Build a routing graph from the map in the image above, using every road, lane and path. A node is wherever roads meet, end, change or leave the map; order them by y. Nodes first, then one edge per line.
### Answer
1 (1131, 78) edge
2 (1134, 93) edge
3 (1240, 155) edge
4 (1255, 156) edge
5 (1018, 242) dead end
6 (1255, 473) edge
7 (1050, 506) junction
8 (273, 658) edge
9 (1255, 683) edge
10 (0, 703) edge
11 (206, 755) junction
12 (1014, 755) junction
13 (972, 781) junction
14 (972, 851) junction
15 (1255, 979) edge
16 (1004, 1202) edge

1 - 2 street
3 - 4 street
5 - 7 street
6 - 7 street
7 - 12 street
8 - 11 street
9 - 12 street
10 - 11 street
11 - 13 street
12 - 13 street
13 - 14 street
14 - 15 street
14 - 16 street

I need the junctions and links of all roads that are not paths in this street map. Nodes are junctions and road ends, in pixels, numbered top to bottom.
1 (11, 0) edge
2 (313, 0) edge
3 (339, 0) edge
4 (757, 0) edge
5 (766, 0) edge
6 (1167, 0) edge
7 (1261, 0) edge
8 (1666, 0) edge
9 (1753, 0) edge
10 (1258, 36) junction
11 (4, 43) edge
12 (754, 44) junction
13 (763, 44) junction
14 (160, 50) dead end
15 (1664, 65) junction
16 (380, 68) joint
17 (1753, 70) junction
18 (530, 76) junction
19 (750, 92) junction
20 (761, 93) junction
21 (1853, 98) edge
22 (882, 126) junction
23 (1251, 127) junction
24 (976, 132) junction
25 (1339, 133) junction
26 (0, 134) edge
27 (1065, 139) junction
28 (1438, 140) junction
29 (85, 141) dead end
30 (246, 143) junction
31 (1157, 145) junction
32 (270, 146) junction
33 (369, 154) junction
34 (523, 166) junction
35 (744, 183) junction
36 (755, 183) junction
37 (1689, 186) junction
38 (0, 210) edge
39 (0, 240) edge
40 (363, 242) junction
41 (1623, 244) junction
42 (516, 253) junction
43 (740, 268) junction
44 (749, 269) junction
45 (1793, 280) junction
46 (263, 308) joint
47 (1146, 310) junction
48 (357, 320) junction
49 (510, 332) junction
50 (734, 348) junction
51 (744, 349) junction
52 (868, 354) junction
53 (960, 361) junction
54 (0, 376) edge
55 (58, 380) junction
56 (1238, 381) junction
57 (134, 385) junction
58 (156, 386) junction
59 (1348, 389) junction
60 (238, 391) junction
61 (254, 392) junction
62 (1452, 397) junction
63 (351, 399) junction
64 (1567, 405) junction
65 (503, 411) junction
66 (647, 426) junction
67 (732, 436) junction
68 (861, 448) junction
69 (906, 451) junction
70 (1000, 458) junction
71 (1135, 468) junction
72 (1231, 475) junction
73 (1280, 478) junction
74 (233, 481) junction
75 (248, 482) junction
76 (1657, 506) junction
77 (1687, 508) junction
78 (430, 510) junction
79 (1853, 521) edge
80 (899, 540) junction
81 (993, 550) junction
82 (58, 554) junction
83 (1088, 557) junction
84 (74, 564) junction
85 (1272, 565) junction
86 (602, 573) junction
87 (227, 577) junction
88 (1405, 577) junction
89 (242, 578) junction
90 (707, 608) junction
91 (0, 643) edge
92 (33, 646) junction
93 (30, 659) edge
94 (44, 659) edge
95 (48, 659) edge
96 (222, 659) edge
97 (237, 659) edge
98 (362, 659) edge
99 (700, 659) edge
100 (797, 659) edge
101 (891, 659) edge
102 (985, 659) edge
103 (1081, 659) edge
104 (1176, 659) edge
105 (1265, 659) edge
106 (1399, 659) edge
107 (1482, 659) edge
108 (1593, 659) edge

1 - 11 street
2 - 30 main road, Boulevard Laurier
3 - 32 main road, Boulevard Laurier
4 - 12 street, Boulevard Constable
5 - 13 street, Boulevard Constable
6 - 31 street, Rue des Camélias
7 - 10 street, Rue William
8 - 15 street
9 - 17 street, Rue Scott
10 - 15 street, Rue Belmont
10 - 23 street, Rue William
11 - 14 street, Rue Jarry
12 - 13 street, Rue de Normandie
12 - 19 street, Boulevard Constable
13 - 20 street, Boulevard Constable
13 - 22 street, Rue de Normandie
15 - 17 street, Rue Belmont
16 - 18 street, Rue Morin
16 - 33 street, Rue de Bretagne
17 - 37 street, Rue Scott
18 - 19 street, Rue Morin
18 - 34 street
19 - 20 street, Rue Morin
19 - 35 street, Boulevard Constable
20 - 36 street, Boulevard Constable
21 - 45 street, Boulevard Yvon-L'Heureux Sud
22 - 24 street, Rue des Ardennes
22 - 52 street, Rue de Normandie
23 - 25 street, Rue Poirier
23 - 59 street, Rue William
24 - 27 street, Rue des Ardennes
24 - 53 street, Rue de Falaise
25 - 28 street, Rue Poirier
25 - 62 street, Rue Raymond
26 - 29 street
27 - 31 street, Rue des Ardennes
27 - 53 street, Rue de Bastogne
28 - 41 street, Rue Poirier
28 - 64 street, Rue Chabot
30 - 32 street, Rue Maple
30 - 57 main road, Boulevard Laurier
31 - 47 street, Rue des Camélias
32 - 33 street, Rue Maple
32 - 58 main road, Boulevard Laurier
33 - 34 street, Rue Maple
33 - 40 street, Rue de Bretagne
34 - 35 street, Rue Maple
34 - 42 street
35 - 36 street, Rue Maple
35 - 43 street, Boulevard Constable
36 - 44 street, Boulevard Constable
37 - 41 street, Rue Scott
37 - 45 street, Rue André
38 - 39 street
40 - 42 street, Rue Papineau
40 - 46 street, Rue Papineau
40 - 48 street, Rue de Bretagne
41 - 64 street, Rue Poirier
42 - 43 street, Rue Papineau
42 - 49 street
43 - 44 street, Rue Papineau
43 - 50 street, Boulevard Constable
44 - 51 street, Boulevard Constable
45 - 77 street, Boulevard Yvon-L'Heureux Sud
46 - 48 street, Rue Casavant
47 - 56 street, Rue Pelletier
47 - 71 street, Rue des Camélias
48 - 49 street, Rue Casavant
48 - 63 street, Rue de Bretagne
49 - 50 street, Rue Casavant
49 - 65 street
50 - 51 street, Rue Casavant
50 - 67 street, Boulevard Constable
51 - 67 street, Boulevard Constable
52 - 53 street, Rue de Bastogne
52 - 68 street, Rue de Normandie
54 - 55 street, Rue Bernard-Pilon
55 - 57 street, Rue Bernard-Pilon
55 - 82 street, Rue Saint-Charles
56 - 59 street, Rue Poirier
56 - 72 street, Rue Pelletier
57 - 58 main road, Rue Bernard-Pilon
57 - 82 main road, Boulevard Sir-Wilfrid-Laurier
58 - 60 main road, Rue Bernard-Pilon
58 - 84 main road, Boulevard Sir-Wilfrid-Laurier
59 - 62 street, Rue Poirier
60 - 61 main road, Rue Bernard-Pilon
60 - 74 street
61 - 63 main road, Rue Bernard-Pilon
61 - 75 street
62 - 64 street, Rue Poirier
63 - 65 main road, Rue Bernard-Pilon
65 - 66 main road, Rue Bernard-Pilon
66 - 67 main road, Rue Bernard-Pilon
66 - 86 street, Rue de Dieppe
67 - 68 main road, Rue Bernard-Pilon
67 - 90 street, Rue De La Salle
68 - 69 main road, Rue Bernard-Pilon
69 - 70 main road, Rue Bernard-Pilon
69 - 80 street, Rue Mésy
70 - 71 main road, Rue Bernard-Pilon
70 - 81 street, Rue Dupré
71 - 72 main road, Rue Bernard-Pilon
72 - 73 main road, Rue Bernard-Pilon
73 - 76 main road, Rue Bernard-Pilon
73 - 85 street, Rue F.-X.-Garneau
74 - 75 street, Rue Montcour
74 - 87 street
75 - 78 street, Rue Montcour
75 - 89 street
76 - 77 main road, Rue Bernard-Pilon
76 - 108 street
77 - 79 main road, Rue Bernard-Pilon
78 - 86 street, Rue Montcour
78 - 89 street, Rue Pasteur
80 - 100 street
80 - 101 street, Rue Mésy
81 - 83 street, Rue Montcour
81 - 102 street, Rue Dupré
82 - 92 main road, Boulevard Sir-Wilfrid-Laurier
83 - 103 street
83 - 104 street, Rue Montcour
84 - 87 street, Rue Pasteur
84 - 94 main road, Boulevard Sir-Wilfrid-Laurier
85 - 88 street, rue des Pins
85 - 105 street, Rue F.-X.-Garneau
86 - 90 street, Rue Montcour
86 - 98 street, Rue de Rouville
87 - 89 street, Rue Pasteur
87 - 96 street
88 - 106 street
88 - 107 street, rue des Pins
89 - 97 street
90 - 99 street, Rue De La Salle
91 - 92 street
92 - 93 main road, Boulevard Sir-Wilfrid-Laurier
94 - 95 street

..........

Go through the entries above and copy out every line that includes the word "Wilfrid".

=== EXERCISE RESULT ===
57 - 82 main road, Boulevard Sir-Wilfrid-Laurier
58 - 84 main road, Boulevard Sir-Wilfrid-Laurier
82 - 92 main road, Boulevard Sir-Wilfrid-Laurier
84 - 94 main road, Boulevard Sir-Wilfrid-Laurier
92 - 93 main road, Boulevard Sir-Wilfrid-Laurier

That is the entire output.